Task statement: No line of the records may be dropped; print them all again exactly.

(Data shown Opens)

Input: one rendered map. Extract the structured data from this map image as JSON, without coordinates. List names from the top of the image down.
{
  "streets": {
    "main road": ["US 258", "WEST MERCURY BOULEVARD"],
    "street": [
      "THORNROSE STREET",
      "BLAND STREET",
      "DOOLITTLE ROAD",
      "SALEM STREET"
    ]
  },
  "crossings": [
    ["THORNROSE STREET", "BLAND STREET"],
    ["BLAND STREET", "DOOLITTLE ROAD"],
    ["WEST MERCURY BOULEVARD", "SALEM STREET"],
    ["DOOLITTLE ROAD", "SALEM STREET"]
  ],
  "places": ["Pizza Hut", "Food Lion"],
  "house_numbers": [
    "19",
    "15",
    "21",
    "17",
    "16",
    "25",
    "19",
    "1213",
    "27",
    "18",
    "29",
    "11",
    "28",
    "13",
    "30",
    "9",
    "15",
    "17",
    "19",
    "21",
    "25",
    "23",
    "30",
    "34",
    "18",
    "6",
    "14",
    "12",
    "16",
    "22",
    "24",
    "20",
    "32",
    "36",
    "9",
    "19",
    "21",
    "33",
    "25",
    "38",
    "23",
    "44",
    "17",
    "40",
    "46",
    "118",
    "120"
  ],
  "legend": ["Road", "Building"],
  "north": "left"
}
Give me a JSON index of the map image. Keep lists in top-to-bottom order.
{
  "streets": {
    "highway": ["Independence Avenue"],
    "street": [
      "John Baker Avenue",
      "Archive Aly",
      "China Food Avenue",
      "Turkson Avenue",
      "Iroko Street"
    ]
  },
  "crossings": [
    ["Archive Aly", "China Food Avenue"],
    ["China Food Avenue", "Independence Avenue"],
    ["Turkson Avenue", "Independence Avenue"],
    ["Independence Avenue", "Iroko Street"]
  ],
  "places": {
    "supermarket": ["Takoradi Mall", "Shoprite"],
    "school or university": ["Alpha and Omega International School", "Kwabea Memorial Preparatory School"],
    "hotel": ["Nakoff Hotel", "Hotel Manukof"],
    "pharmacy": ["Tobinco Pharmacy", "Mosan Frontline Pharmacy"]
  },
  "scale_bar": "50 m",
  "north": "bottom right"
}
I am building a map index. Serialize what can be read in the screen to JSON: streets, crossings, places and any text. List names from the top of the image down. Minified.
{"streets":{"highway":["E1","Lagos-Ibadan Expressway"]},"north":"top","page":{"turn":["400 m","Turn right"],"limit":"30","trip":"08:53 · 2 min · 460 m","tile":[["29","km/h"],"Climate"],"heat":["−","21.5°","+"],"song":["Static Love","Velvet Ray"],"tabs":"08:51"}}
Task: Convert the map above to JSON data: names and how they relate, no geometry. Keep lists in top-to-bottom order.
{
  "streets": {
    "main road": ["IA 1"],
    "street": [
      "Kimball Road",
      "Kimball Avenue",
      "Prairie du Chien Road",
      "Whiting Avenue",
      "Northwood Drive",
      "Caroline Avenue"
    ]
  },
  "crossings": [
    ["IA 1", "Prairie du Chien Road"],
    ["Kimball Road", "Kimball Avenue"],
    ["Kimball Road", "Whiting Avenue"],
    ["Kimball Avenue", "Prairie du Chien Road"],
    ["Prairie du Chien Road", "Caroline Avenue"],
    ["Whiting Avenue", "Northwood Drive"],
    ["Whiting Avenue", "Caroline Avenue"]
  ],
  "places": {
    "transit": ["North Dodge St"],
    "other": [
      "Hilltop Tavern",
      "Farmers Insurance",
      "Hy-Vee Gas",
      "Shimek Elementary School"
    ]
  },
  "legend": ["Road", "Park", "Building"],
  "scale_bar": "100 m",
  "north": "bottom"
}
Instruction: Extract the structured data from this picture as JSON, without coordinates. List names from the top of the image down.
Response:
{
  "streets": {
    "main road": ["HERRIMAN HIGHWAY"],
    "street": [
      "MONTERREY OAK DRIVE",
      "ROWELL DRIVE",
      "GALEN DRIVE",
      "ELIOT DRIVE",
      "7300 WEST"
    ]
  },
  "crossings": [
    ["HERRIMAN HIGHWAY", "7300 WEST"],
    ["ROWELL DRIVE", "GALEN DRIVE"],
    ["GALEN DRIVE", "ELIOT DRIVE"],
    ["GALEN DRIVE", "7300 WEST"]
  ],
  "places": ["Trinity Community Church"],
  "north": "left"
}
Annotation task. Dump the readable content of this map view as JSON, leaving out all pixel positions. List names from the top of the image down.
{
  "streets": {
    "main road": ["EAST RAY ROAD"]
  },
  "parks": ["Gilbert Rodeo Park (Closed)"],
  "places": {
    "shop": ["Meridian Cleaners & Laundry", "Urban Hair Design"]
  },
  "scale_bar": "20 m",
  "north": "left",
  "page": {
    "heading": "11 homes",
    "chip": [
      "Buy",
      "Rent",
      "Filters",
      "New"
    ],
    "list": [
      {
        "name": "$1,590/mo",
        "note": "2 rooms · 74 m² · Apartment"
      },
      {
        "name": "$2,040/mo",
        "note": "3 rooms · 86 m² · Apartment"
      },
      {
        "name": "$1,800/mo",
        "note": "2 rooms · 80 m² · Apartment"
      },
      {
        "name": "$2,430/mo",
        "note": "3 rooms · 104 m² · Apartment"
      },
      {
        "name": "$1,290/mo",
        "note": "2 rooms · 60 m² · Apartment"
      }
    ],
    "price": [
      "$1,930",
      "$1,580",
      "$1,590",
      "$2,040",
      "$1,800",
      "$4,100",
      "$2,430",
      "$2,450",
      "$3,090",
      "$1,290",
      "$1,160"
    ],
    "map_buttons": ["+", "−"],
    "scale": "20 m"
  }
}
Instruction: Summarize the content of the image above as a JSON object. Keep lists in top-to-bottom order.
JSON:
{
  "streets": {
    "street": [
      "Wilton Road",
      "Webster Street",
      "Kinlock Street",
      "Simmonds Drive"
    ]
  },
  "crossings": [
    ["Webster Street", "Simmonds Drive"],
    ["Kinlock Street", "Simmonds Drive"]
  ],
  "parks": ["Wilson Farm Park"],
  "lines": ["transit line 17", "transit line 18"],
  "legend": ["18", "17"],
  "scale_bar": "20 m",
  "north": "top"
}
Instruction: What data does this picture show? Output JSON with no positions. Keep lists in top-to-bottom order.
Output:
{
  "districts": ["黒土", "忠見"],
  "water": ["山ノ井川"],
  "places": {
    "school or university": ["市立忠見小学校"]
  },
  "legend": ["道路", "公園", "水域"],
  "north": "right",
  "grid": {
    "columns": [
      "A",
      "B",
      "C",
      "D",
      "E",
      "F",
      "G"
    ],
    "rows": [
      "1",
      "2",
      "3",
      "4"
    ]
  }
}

(Data shown Closes)

Task result:
Input: one rendered map. Extract the structured data from this map image as JSON, without coordinates. List names from the top of the image down.
{
  "streets": {
    "main road": ["US 258", "WEST MERCURY BOULEVARD"],
    "street": [
      "THORNROSE STREET",
      "BLAND STREET",
      "DOOLITTLE ROAD",
      "SALEM STREET"
    ]
  },
  "crossings": [
    ["THORNROSE STREET", "BLAND STREET"],
    ["BLAND STREET", "DOOLITTLE ROAD"],
    ["WEST MERCURY BOULEVARD", "SALEM STREET"],
    ["DOOLITTLE ROAD", "SALEM STREET"]
  ],
  "places": ["Pizza Hut", "Food Lion"],
  "house_numbers": [
    "19",
    "15",
    "21",
    "17",
    "16",
    "25",
    "19",
    "1213",
    "27",
    "18",
    "29",
    "11",
    "28",
    "13",
    "30",
    "9",
    "15",
    "17",
    "19",
    "21",
    "25",
    "23",
    "30",
    "34",
    "18",
    "6",
    "14",
    "12",
    "16",
    "22",
    "24",
    "20",
    "32",
    "36",
    "9",
    "19",
    "21",
    "33",
    "25",
    "38",
    "23",
    "44",
    "17",
    "40",
    "46",
    "118",
    "120"
  ],
  "legend": ["Road", "Building"],
  "north": "left"
}
Give me a JSON index of the map image. Keep lists in top-to-bottom order.
{
  "streets": {
    "highway": ["Independence Avenue"],
    "street": [
      "John Baker Avenue",
      "Archive Aly",
      "China Food Avenue",
      "Turkson Avenue",
      "Iroko Street"
    ]
  },
  "crossings": [
    ["Archive Aly", "China Food Avenue"],
    ["China Food Avenue", "Independence Avenue"],
    ["Turkson Avenue", "Independence Avenue"],
    ["Independence Avenue", "Iroko Street"]
  ],
  "places": {
    "supermarket": ["Takoradi Mall", "Shoprite"],
    "school or university": ["Alpha and Omega International School", "Kwabea Memorial Preparatory School"],
    "hotel": ["Nakoff Hotel", "Hotel Manukof"],
    "pharmacy": ["Tobinco Pharmacy", "Mosan Frontline Pharmacy"]
  },
  "scale_bar": "50 m",
  "north": "bottom right"
}
I am building a map index. Serialize what can be read in the screen to JSON: streets, crossings, places and any text. List names from the top of the image down. Minified.
{"streets":{"highway":["E1","Lagos-Ibadan Expressway"]},"north":"top","page":{"turn":["400 m","Turn right"],"limit":"30","trip":"08:53 · 2 min · 460 m","tile":[["29","km/h"],"Climate"],"heat":["−","21.5°","+"],"song":["Static Love","Velvet Ray"],"tabs":"08:51"}}
Task: Convert the map above to JSON data: names and how they relate, no geometry. Keep lists in top-to-bottom order.
{
  "streets": {
    "main road": ["IA 1"],
    "street": [
      "Kimball Road",
      "Kimball Avenue",
      "Prairie du Chien Road",
      "Whiting Avenue",
      "Northwood Drive",
      "Caroline Avenue"
    ]
  },
  "crossings": [
    ["IA 1", "Prairie du Chien Road"],
    ["Kimball Road", "Kimball Avenue"],
    ["Kimball Road", "Whiting Avenue"],
    ["Kimball Avenue", "Prairie du Chien Road"],
    ["Prairie du Chien Road", "Caroline Avenue"],
    ["Whiting Avenue", "Northwood Drive"],
    ["Whiting Avenue", "Caroline Avenue"]
  ],
  "places": {
    "transit": ["North Dodge St"],
    "other": [
      "Hilltop Tavern",
      "Farmers Insurance",
      "Hy-Vee Gas",
      "Shimek Elementary School"
    ]
  },
  "legend": ["Road", "Park", "Building"],
  "scale_bar": "100 m",
  "north": "bottom"
}
Instruction: Extract the structured data from this picture as JSON, without coordinates. List names from the top of the image down.
Response:
{
  "streets": {
    "main road": ["HERRIMAN HIGHWAY"],
    "street": [
      "MONTERREY OAK DRIVE",
      "ROWELL DRIVE",
      "GALEN DRIVE",
      "ELIOT DRIVE",
      "7300 WEST"
    ]
  },
  "crossings": [
    ["HERRIMAN HIGHWAY", "7300 WEST"],
    ["ROWELL DRIVE", "GALEN DRIVE"],
    ["GALEN DRIVE", "ELIOT DRIVE"],
    ["GALEN DRIVE", "7300 WEST"]
  ],
  "places": ["Trinity Community Church"],
  "north": "left"
}
Annotation task. Dump the readable content of this map view as JSON, leaving out all pixel positions. List names from the top of the image down.
{
  "streets": {
    "main road": ["EAST RAY ROAD"]
  },
  "parks": ["Gilbert Rodeo Park (Closed)"],
  "places": {
    "shop": ["Meridian Cleaners & Laundry", "Urban Hair Design"]
  },
  "scale_bar": "20 m",
  "north": "left",
  "page": {
    "heading": "11 homes",
    "chip": [
      "Buy",
      "Rent",
      "Filters",
      "New"
    ],
    "list": [
      {
        "name": "$1,590/mo",
        "note": "2 rooms · 74 m² · Apartment"
      },
      {
        "name": "$2,040/mo",
        "note": "3 rooms · 86 m² · Apartment"
      },
      {
        "name": "$1,800/mo",
        "note": "2 rooms · 80 m² · Apartment"
      },
      {
        "name": "$2,430/mo",
        "note": "3 rooms · 104 m² · Apartment"
      },
      {
        "name": "$1,290/mo",
        "note": "2 rooms · 60 m² · Apartment"
      }
    ],
    "price": [
      "$1,930",
      "$1,580",
      "$1,590",
      "$2,040",
      "$1,800",
      "$4,100",
      "$2,430",
      "$2,450",
      "$3,090",
      "$1,290",
      "$1,160"
    ],
    "map_buttons": ["+", "−"],
    "scale": "20 m"
  }
}
Instruction: Summarize the content of the image above as a JSON object. Keep lists in top-to-bottom order.
JSON:
{
  "streets": {
    "street": [
      "Wilton Road",
      "Webster Street",
      "Kinlock Street",
      "Simmonds Drive"
    ]
  },
  "crossings": [
    ["Webster Street", "Simmonds Drive"],
    ["Kinlock Street", "Simmonds Drive"]
  ],
  "parks": ["Wilson Farm Park"],
  "lines": ["transit line 17", "transit line 18"],
  "legend": ["18", "17"],
  "scale_bar": "20 m",
  "north": "top"
}
Instruction: What data does this picture show? Output JSON with no positions. Keep lists in top-to-bottom order.
Output:
{
  "districts": ["黒土", "忠見"],
  "water": ["山ノ井川"],
  "places": {
    "school or university": ["市立忠見小学校"]
  },
  "legend": ["道路", "公園", "水域"],
  "north": "right",
  "grid": {
    "columns": [
      "A",
      "B",
      "C",
      "D",
      "E",
      "F",
      "G"
    ],
    "rows": [
      "1",
      "2",
      "3",
      "4"
    ]
  }
}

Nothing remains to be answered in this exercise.